Madeline Artenberg
Madeline Artenberg [Photo Credit: N. Charatan, 2005]

Madeline Artenberg

was born in Brooklyn, NY. During 14 years of writing poetry, she has performed frequently in the NYC area, including a one-woman show on WBAR Barnard Radio, the JVC Music Festival accompanied by Nelson Alxndr on guitar and the Bowery Poetry Club, backed by The David Amram Quartet.

Her poetry has appeared in many print and online publications, such as Caprice, Absinthe Literary Review, Vernacular, Erbacce, Listening to the Birth of Crystals and NYC Big City Lit.

Madeline has won several Lyric Recovery poetry awards in recent years, a Poetry Forum prize in 2003 and was Semi-Finalist in the Fall, 2004, Margie - The American Journal of Poetry contest.

She is celebrating the recent release (July 2006) of her first book-length collection of poetry, a joint effort with fellow writer and long time friend Iris N. Schwartz, "Awakened: Poetry by Madeline Artenberg, Poetry by Iris N Schwartz" from Rogue Scholars Press. The book is available for $13.87 from the publisher. For Marilyn Jaye Lewis' Review Of AWAKENED and ordering information visit www.roguescholars.com

She has published a chapbook of poems, To the Surface (Progress Press 1998). Her chapbook is available for sale at $5 a copy. For inquiries concerning purchasing the chapbook email MadderPoet @ erols.com




FATHER'S KINGDOM

She was too beautiful under the lacy crown.
Dark curls and eyes had drawn me
across train platforms to claim her
as my bride.

How had it come to this,
beauty still present, but unyielding?
Her heart once pounded against my chest
as I opened her until it rained rosewater.

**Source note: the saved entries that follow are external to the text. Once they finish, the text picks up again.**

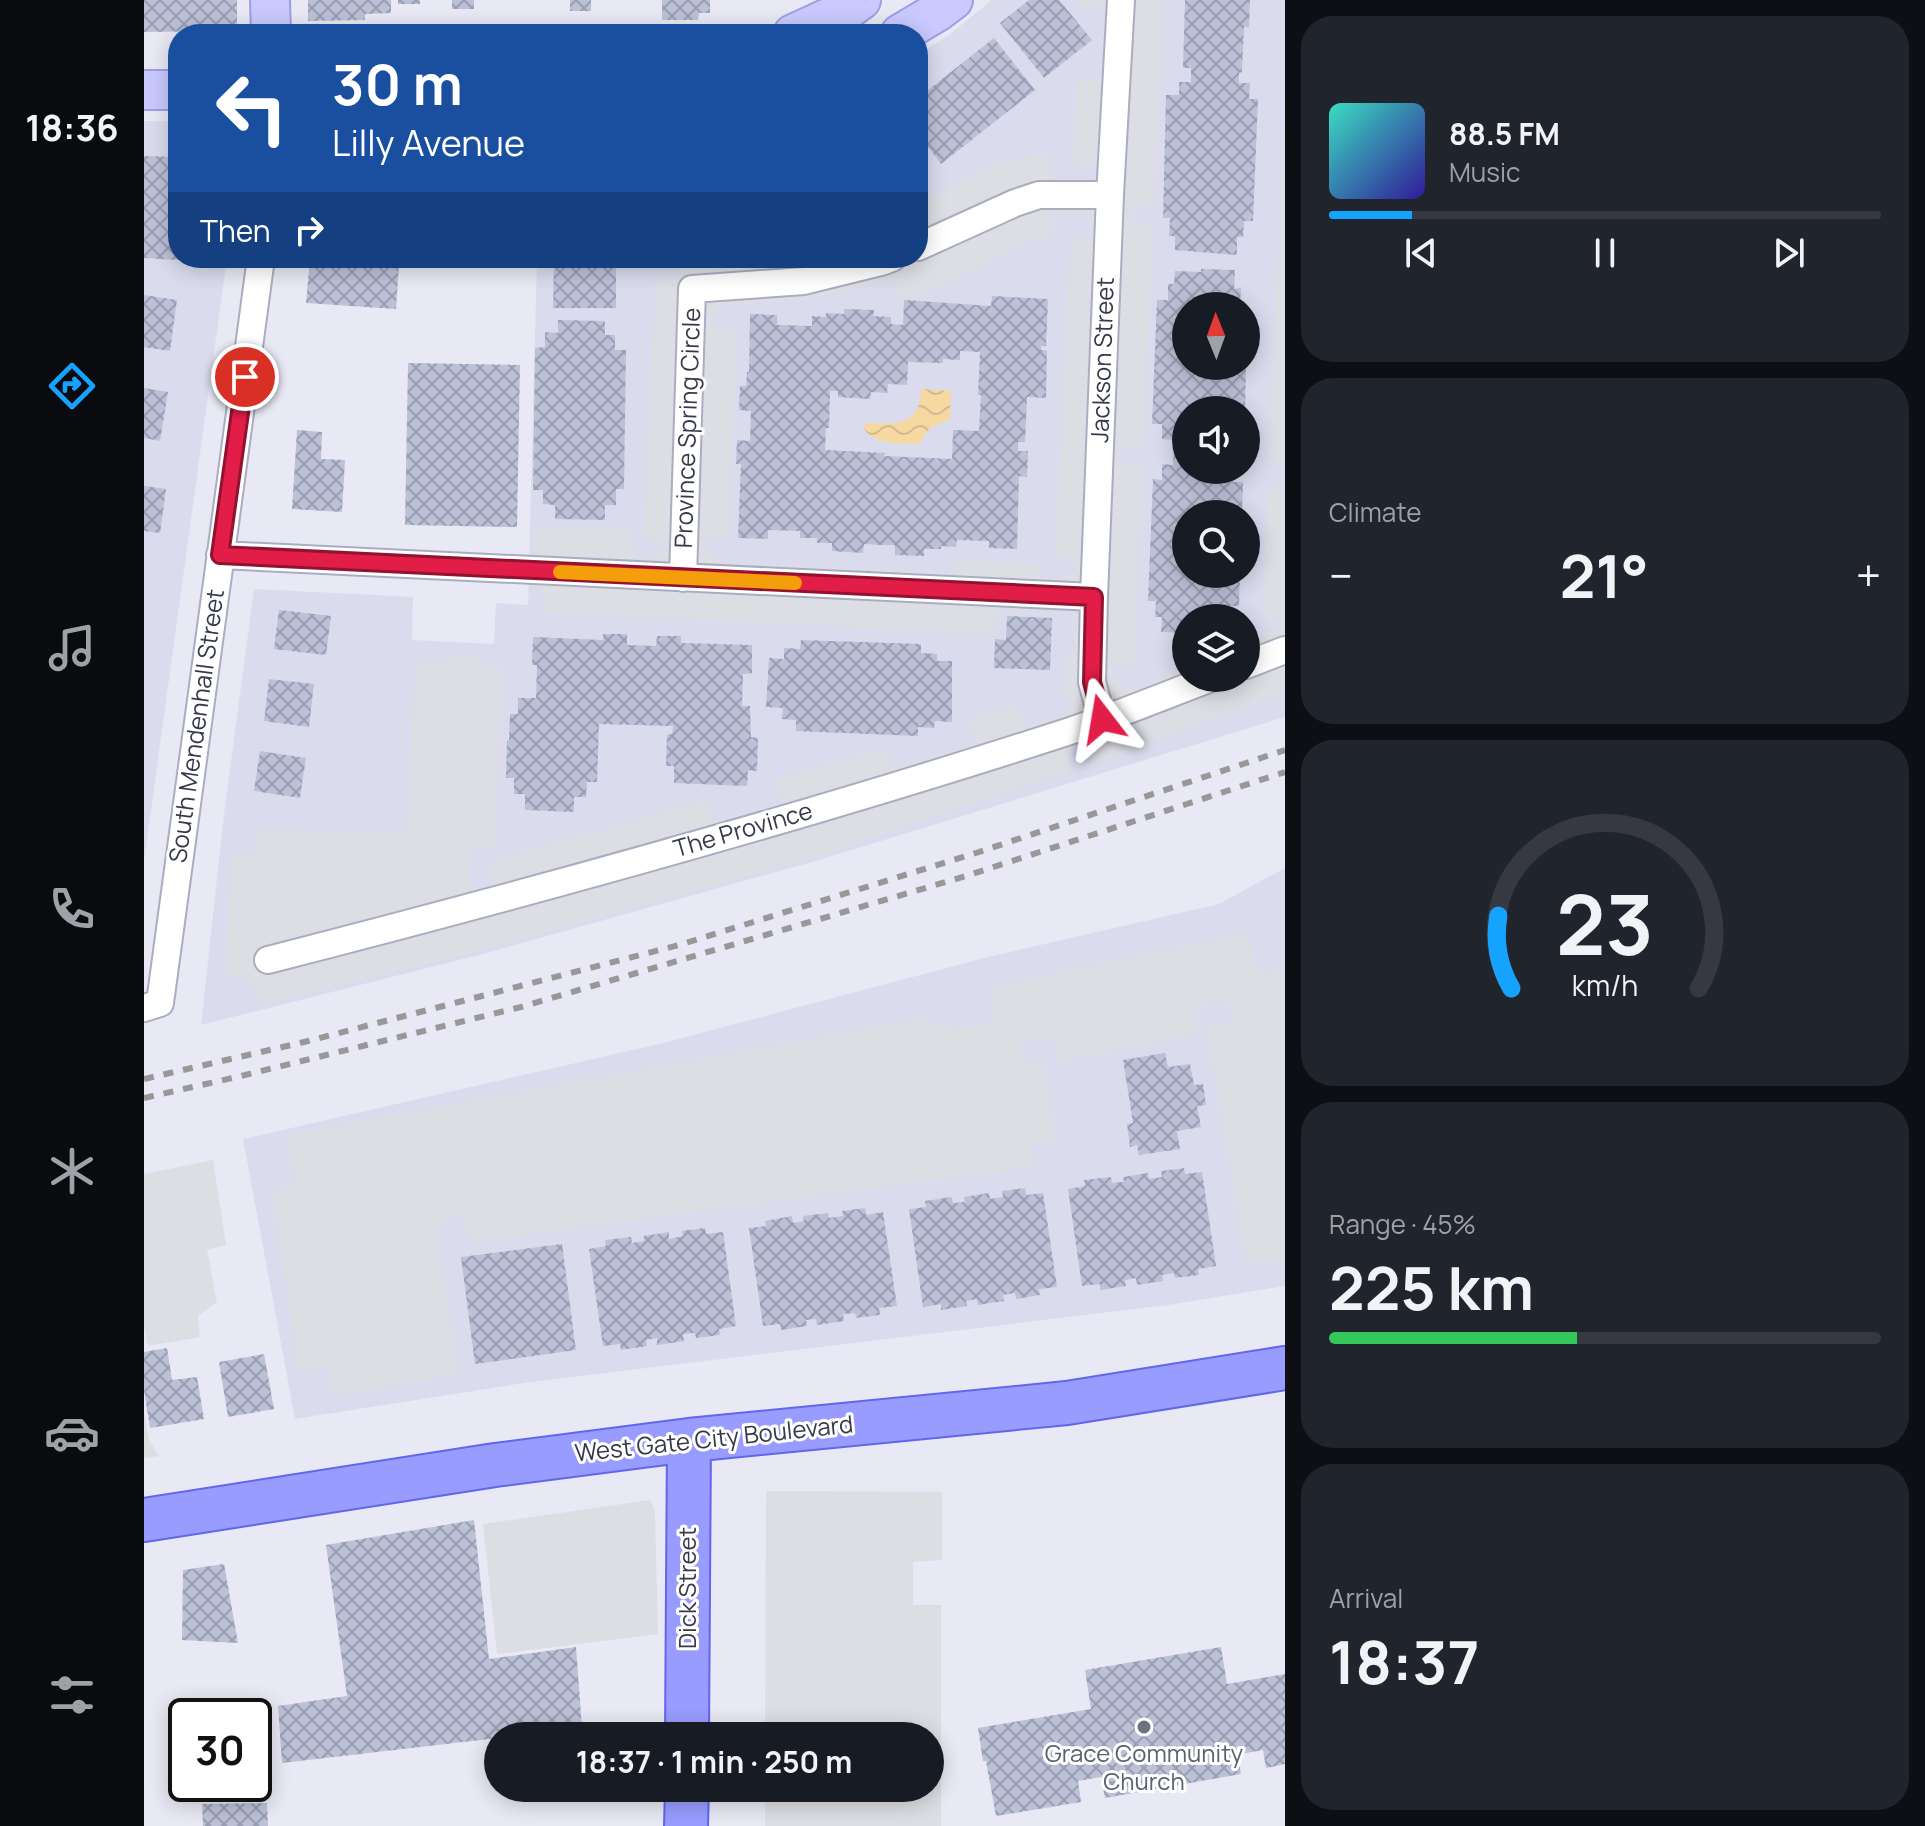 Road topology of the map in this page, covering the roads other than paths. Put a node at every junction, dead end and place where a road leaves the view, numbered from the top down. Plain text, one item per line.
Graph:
1 (270, 0) edge
2 (861, 0) edge
3 (953, 0) edge
4 (1121, 0) edge
5 (271, 24) edge
6 (815, 24) edge
7 (917, 24) edge
8 (144, 90) edge
9 (168, 90) edge
10 (1110, 195) junction
11 (928, 242) edge
12 (260, 268) edge
13 (857, 268) edge
14 (220, 555) junction
15 (683, 578) junction
16 (1094, 597) junction
17 (1285, 650) edge
18 (1260, 660) edge
19 (1174, 692) edge
20 (1102, 719) junction
21 (268, 960) dead end
22 (152, 1005) edge
23 (1285, 1368) edge
24 (689, 1440) junction
25 (144, 1520) edge
26 (687, 1722) edge
27 (687, 1802) edge
28 (686, 1826) edge

1 - 5 main road
2 - 6 main road
3 - 7 main road
4 - 10 street, Jackson Street
8 - 9 main road
10 - 11 street
10 - 16 street, Jackson Street
12 - 14 street, South Mendenhall Street
13 - 15 street, Province Spring Circle
14 - 15 street
14 - 22 street, South Mendenhall Street
15 - 16 street
16 - 20 street, Jackson Street
17 - 18 street
19 - 20 street, The Province
20 - 21 street, The Province
23 - 24 main road, West Gate City Boulevard
24 - 25 main road, West Gate City Boulevard
24 - 26 main road, Dick Street
27 - 28 main road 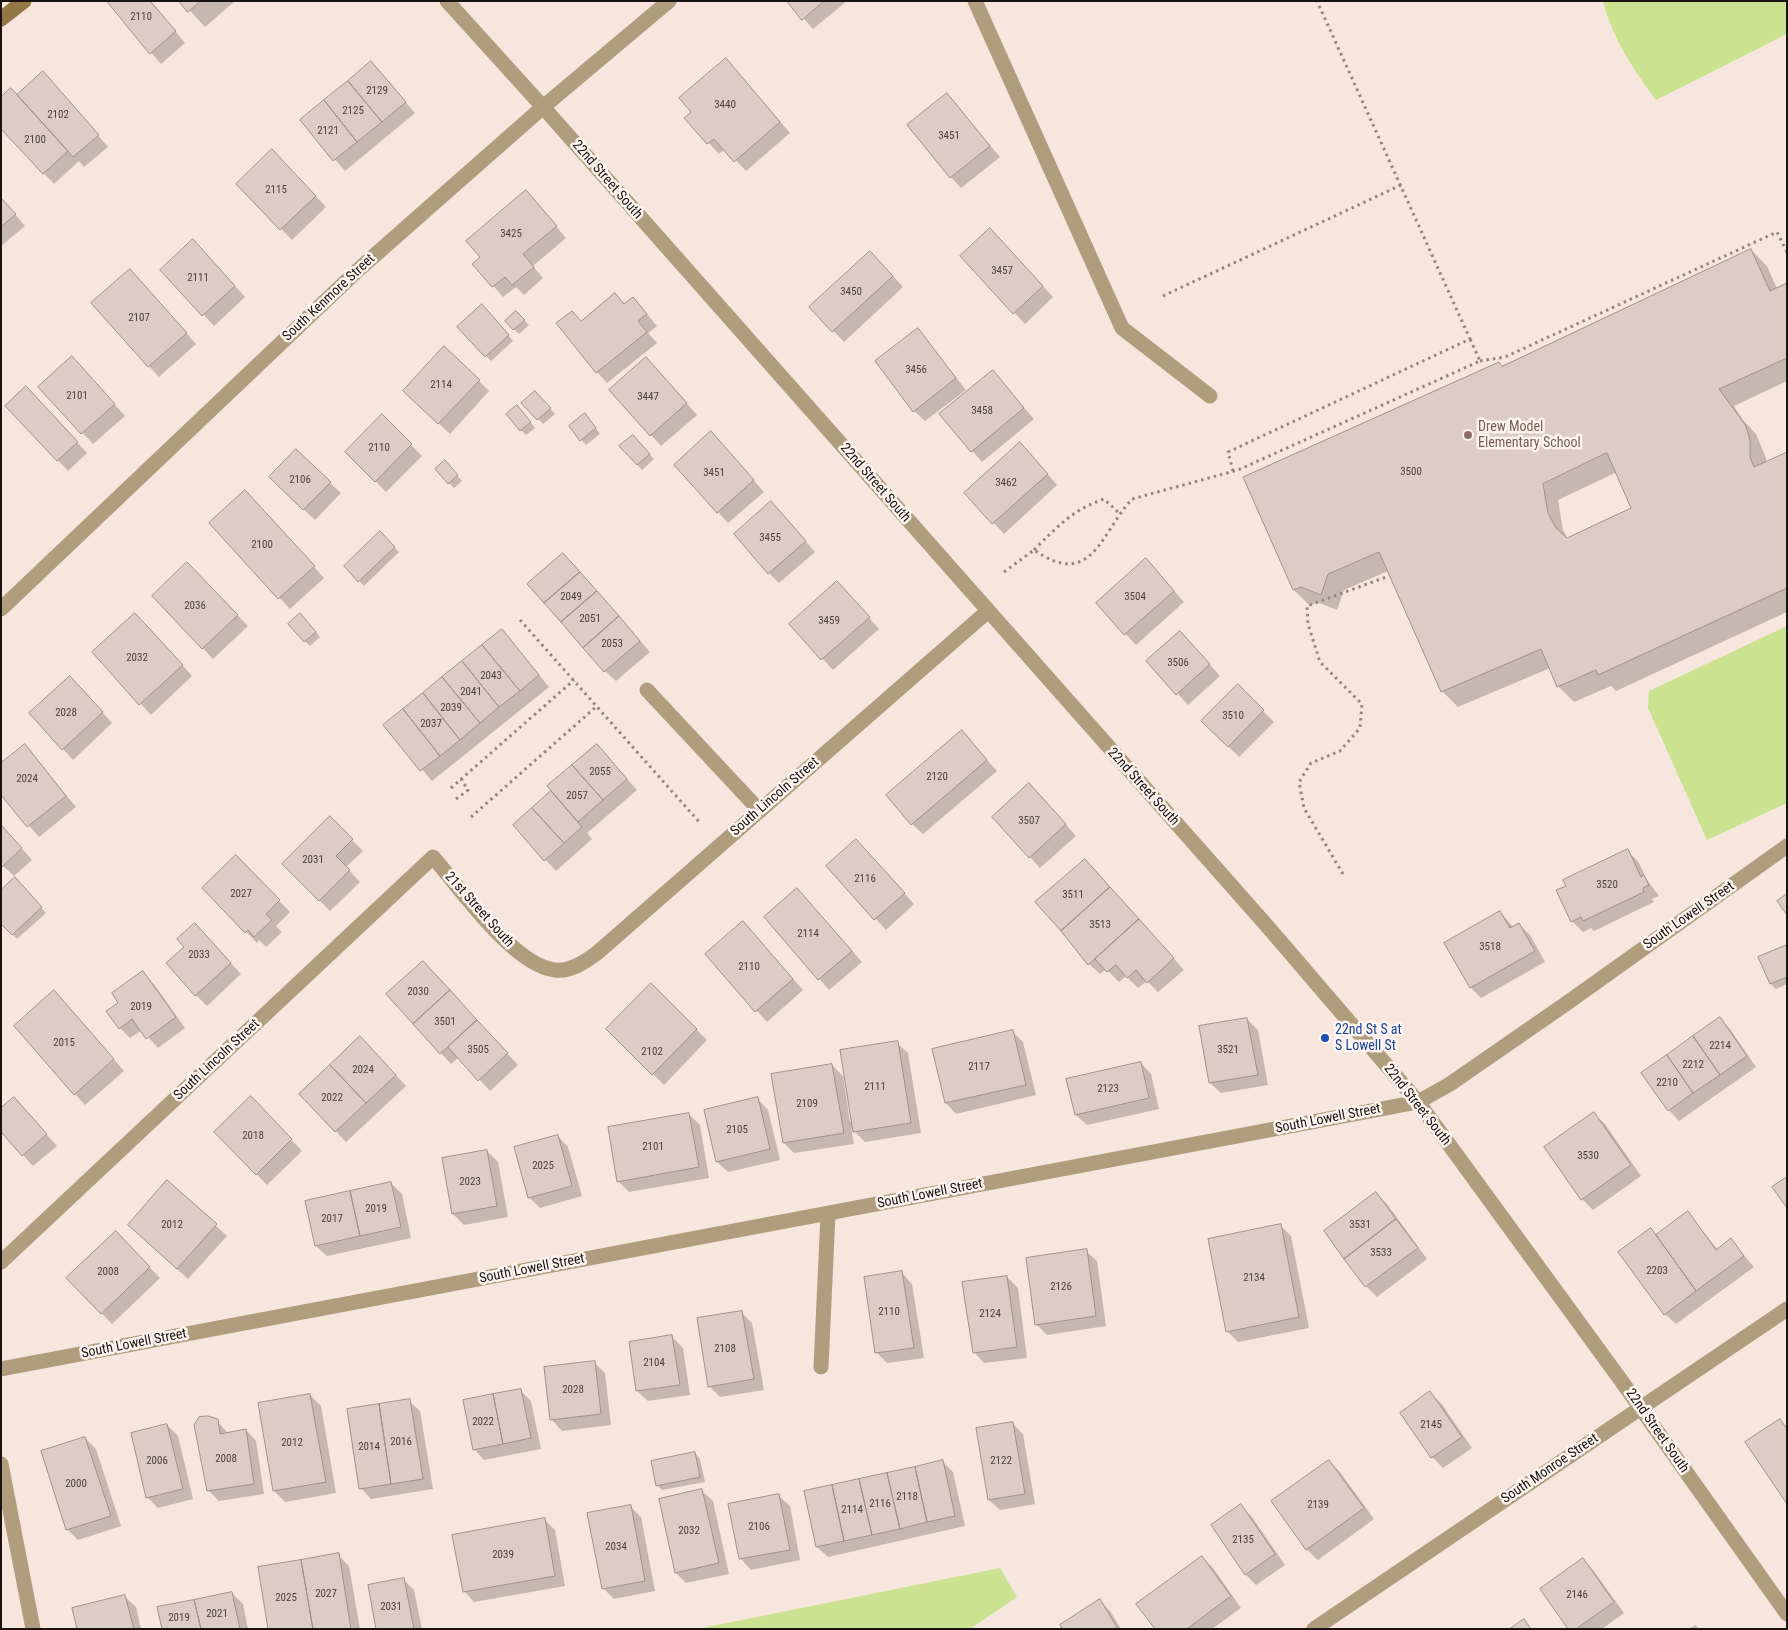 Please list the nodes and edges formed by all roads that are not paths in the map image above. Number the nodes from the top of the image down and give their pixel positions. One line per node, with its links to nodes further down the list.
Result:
1 (24, 1): 5 (main road)
2 (447, 1): 6 (street, 22nd Street South)
3 (669, 1): 6 (street, South Kenmore Street)
4 (975, 1): 7 (street)
5 (1, 19)
6 (543, 107): 8 (street, South Kenmore Street); 9 (street, 22nd Street South)
7 (1210, 396)
8 (1, 609)
9 (988, 611): 11 (street, South Lincoln Street); 15 (street, 22nd Street South)
10 (647, 690): 11 (street)
11 (760, 811): 14 (street, South Lincoln Street)
12 (1787, 846): 15 (street, South Lowell Street)
13 (433, 857): 14 (street, 21st Street South); 17 (street, South Lincoln Street)
14 (556, 970)
15 (1418, 1102): 16 (street, South Lowell Street); 21 (street, 22nd Street South)
16 (828, 1214): 19 (street); 20 (street, South Lowell Street)
17 (1, 1262)
18 (1787, 1309): 21 (street, South Monroe Street)
19 (821, 1367)
20 (1, 1369)
21 (1641, 1408): 23 (street, 22nd Street South); 25 (street, South Monroe Street)
22 (1, 1464): 24 (street)
23 (1787, 1614)
24 (33, 1629)
25 (1314, 1629)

Now a vessel has ruptured—
I’ve almost died.
She has stopped bleeding—
a fearful crone guards her entrance.
I’ve lost my mate,
gained a mother,
dictating how much, how fast, how often,
stopping me in mid-bite.

I can only retreat to my porcelain kingdom,
lock the door,
spread open my Fanny Hill,
imagine her bottom under my hand,
stockings round ankles,
face turned toward me.

Here, I never stammer and blush,
worry about my job.
It is a simple kingdom:
pressure rises, it releases,
my sad heart knowing
it too will burst one day.


— Madeline Artenberg, NYC, January 9, 2006



Sundays at the Library with Father

Stacks of fiction hug you on both sides.
Past your right shoulder,
the French-inspired Memorial Arch
rises out of the Grand Army Plaza.

Your left thumb rubs the title
waiting in your jacket pocket
while you skip through some book
on the table by Sholom Aleichem or Sholem Asch.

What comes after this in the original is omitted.